**WHAT YOU ARE ASKED TO DO:** Give back only one number: how many lines in the data below contain the word "this".

**PROVIDED DATA:**
____________

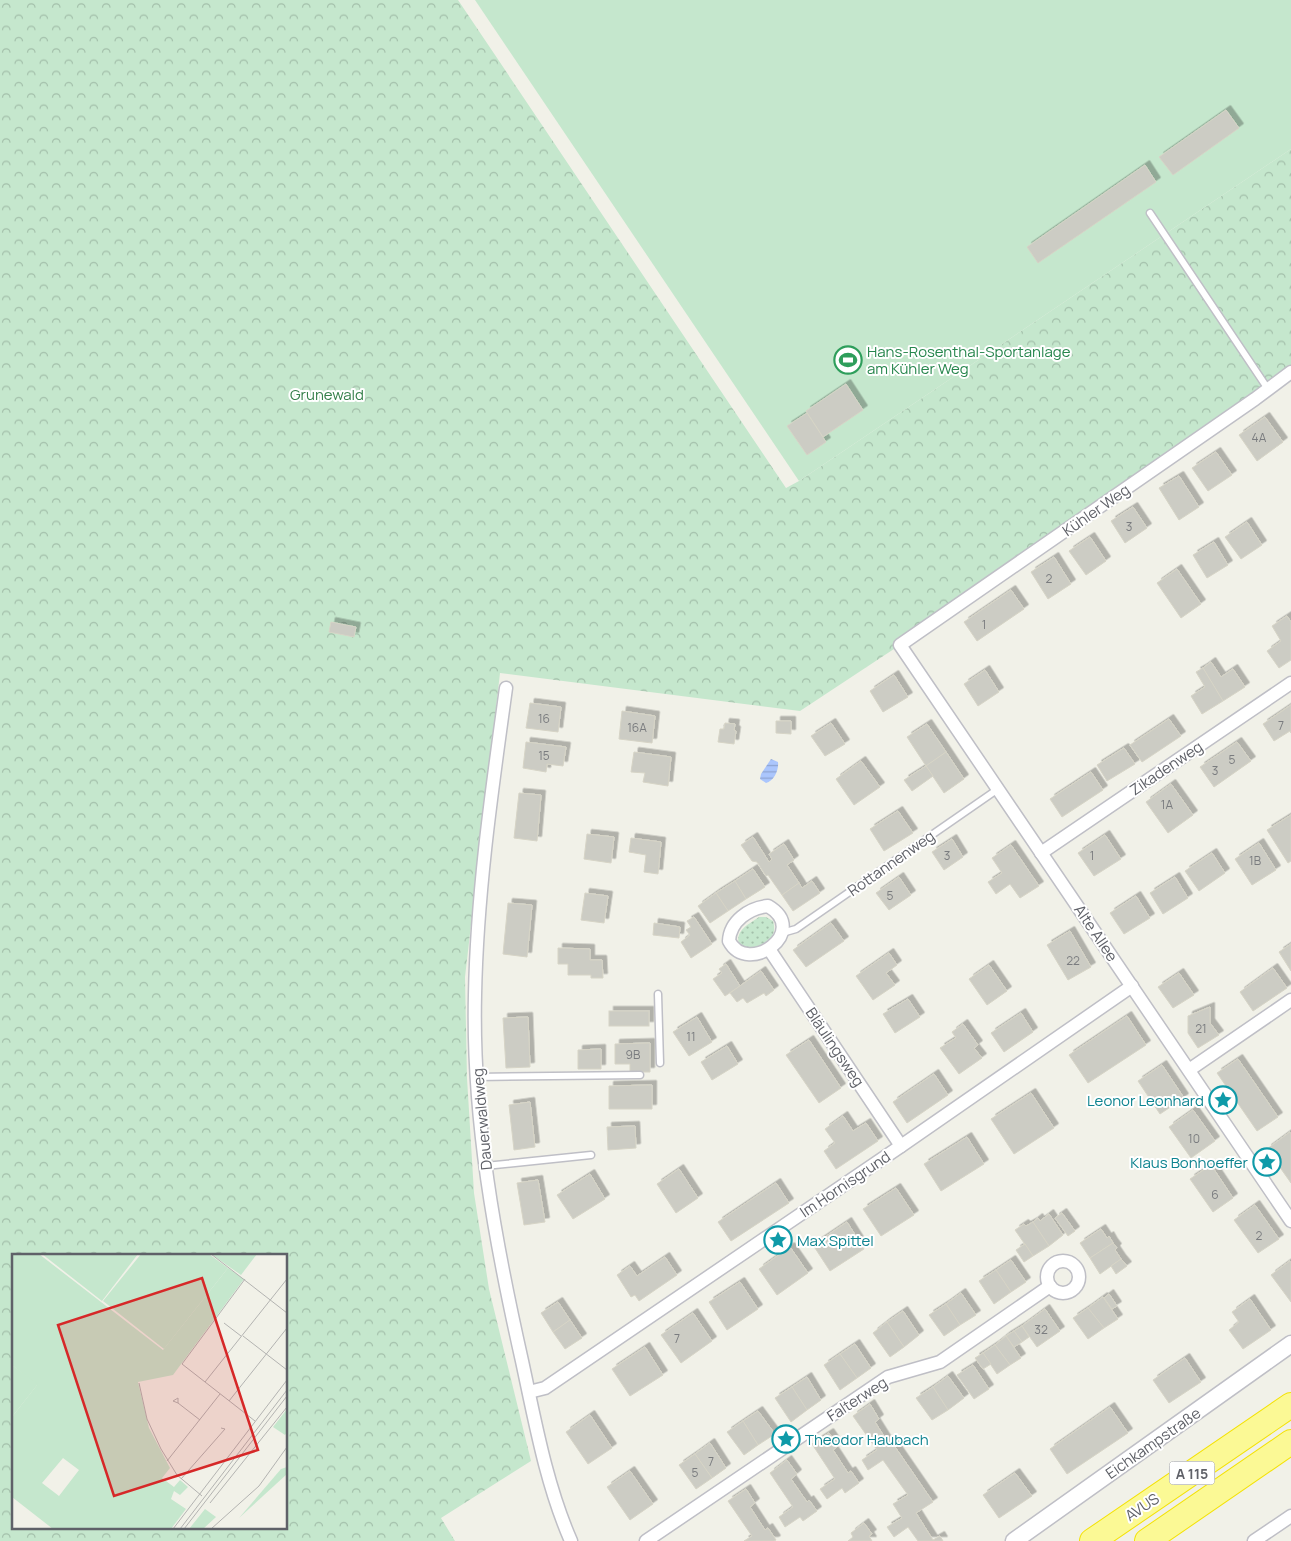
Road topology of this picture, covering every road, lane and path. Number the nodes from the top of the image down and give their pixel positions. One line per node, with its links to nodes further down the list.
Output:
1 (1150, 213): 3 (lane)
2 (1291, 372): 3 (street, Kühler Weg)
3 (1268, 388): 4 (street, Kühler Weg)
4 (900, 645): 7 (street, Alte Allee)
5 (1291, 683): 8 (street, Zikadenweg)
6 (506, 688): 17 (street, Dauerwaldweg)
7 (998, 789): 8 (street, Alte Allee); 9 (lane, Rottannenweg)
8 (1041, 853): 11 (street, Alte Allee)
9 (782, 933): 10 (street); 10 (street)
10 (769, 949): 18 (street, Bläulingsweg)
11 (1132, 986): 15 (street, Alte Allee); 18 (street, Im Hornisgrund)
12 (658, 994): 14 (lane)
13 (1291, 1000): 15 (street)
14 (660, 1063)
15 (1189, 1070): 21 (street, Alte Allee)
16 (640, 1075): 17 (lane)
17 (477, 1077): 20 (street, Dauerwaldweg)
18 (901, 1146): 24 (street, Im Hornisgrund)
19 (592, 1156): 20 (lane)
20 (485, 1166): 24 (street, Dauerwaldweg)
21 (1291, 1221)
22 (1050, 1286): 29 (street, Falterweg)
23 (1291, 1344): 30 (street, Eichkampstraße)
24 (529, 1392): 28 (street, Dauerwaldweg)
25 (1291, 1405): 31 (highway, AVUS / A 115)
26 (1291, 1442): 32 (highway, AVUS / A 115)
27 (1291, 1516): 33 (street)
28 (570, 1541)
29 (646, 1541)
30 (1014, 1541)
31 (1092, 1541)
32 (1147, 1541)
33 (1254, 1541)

____________

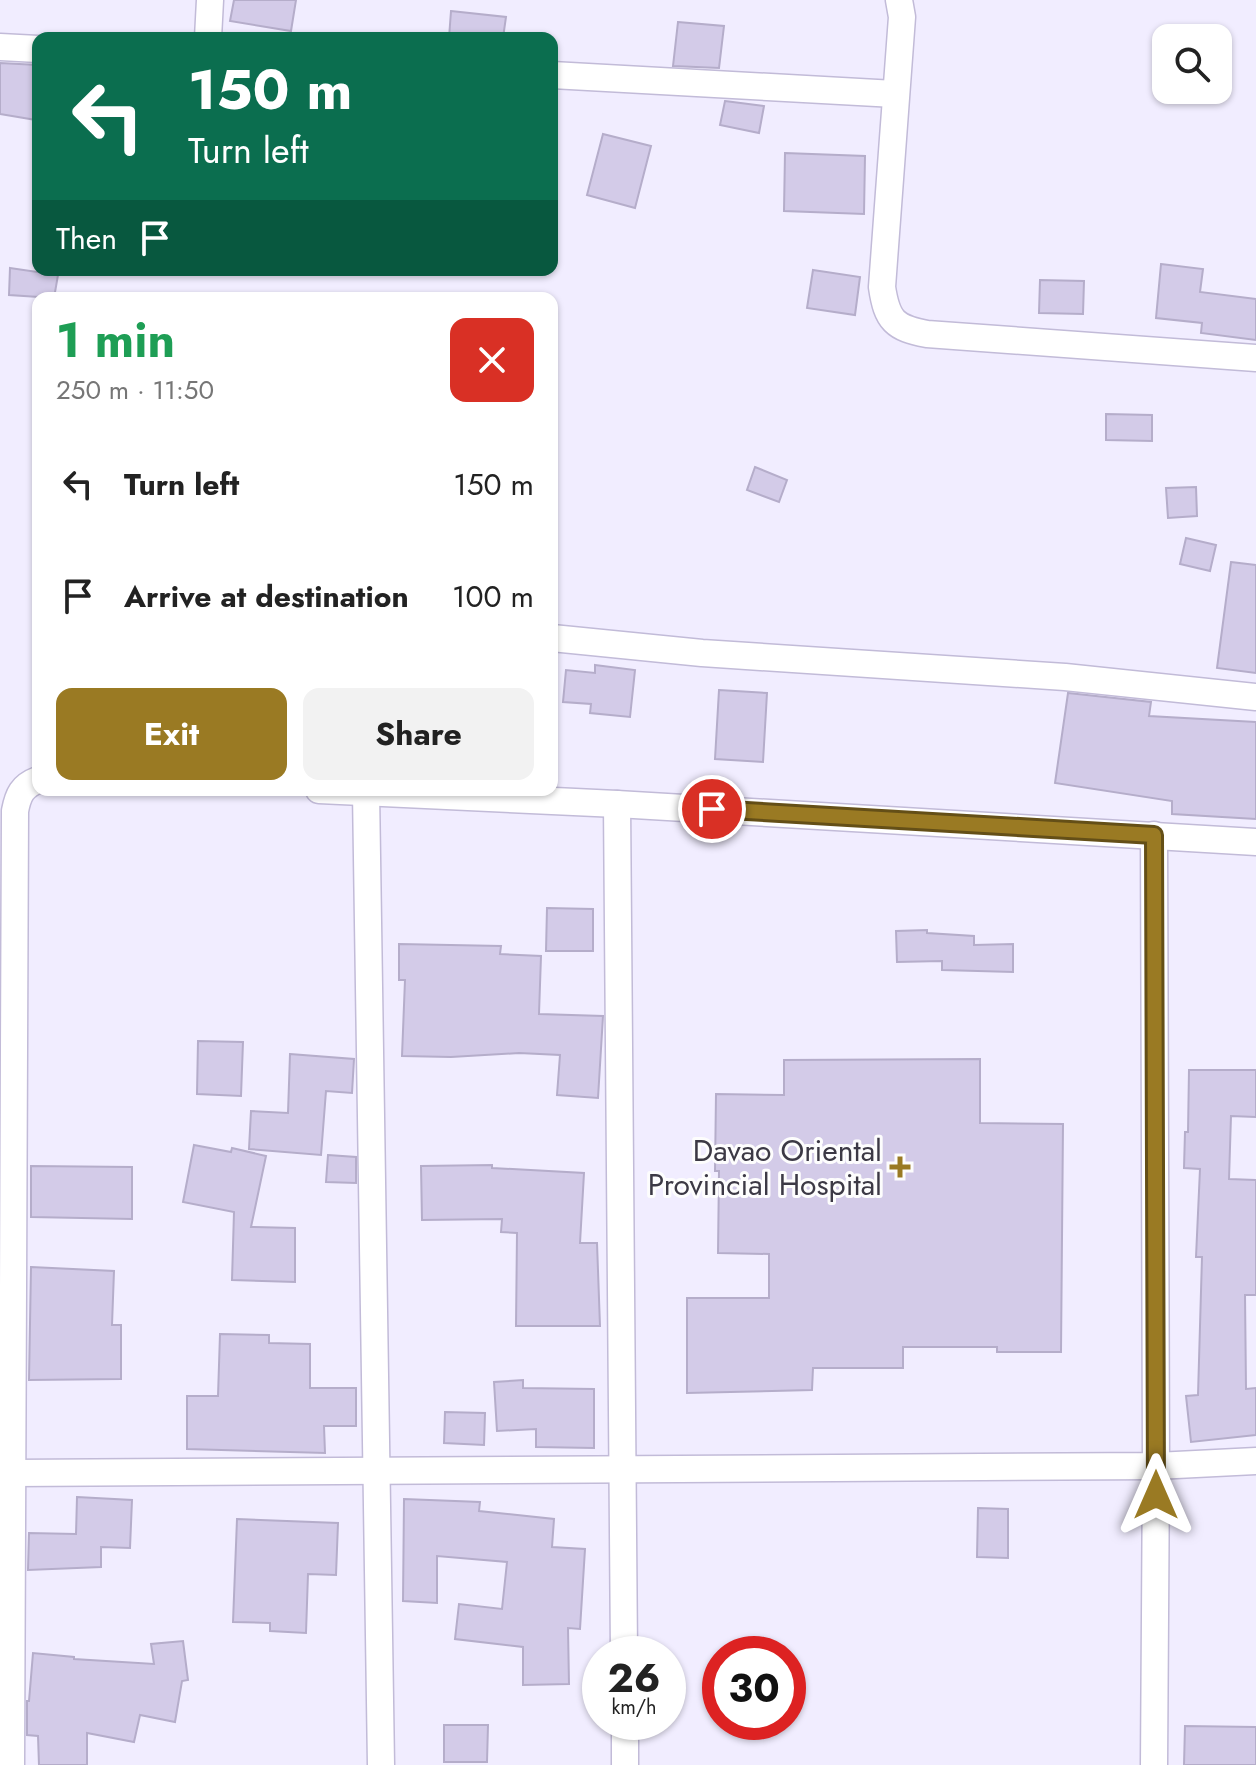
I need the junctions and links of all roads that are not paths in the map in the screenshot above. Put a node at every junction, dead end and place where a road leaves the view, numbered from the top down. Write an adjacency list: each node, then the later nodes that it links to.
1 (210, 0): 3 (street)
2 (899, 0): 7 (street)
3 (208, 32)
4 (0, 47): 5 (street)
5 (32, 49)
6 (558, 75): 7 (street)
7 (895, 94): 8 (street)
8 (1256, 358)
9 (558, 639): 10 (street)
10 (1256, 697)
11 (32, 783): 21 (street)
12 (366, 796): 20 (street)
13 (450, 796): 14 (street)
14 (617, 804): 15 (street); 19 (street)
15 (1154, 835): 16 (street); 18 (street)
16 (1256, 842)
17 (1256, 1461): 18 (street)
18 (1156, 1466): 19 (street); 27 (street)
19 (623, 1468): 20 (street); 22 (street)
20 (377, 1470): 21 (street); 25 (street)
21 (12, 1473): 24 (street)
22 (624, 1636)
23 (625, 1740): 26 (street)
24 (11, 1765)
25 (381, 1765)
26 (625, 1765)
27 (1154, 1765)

____________

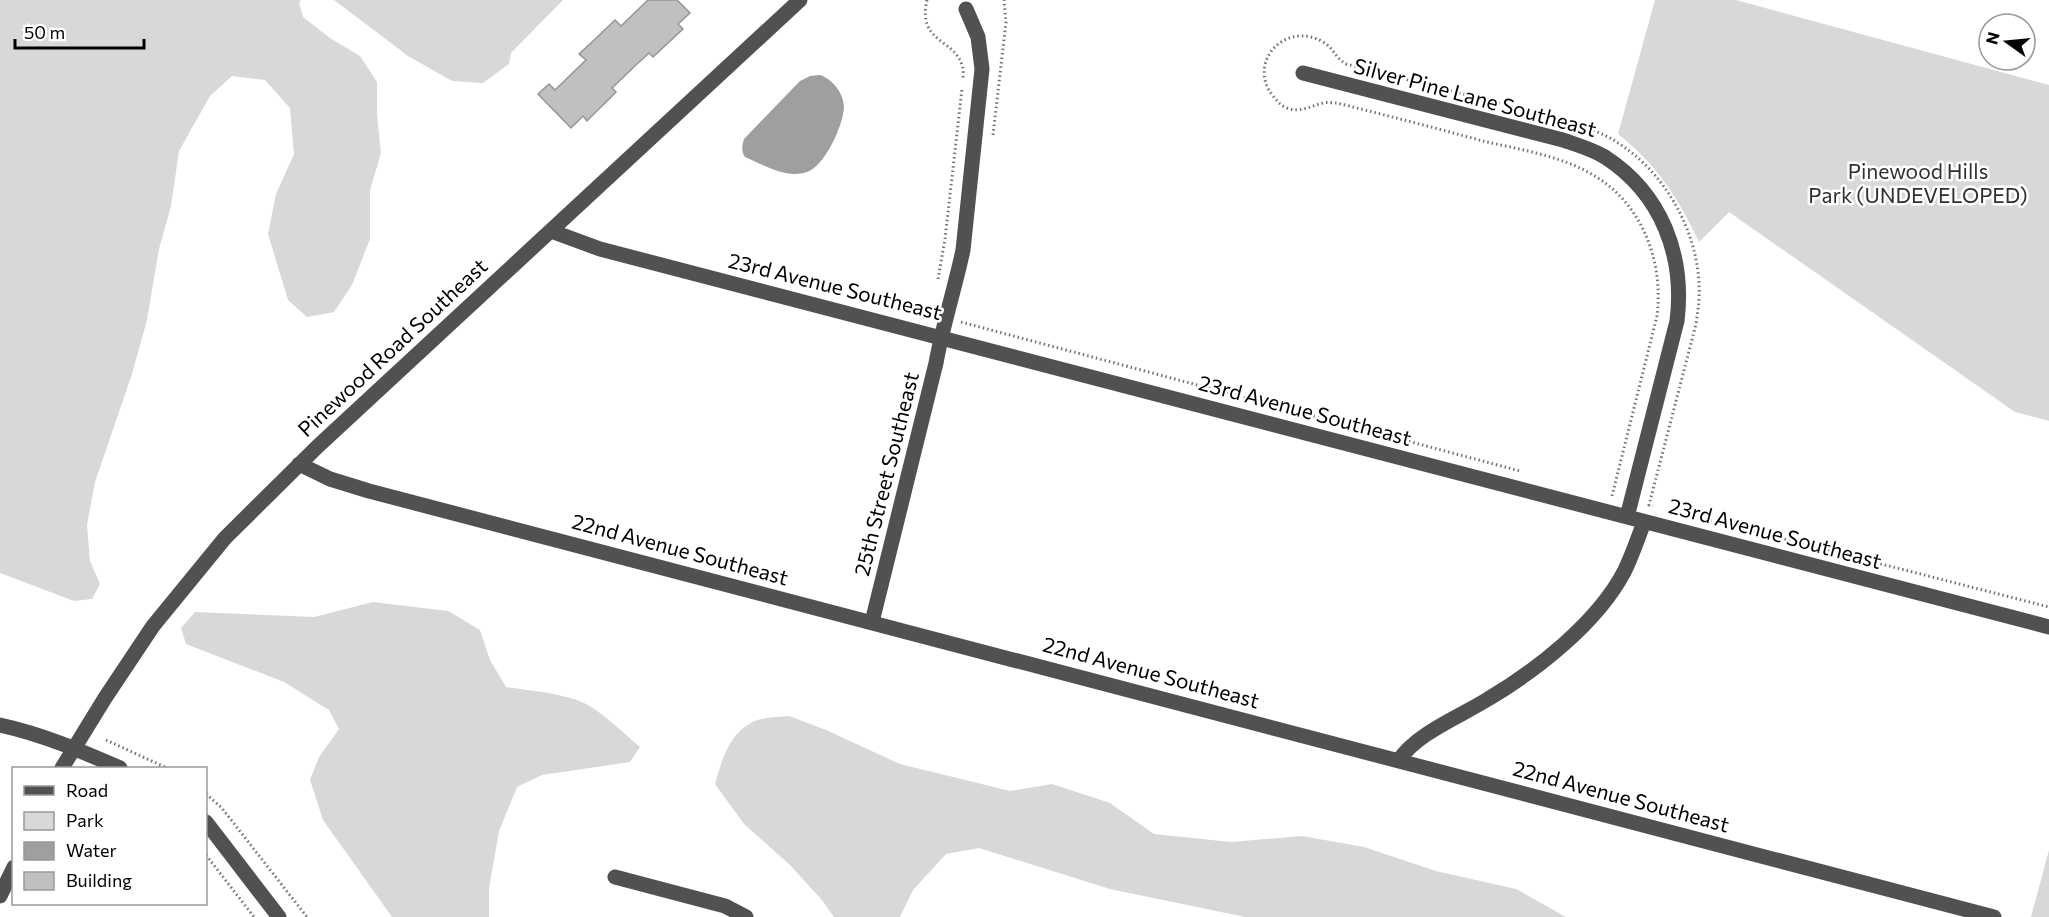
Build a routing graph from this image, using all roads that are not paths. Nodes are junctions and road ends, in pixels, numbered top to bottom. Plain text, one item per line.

____________

**YOUR RESPONSE:** 2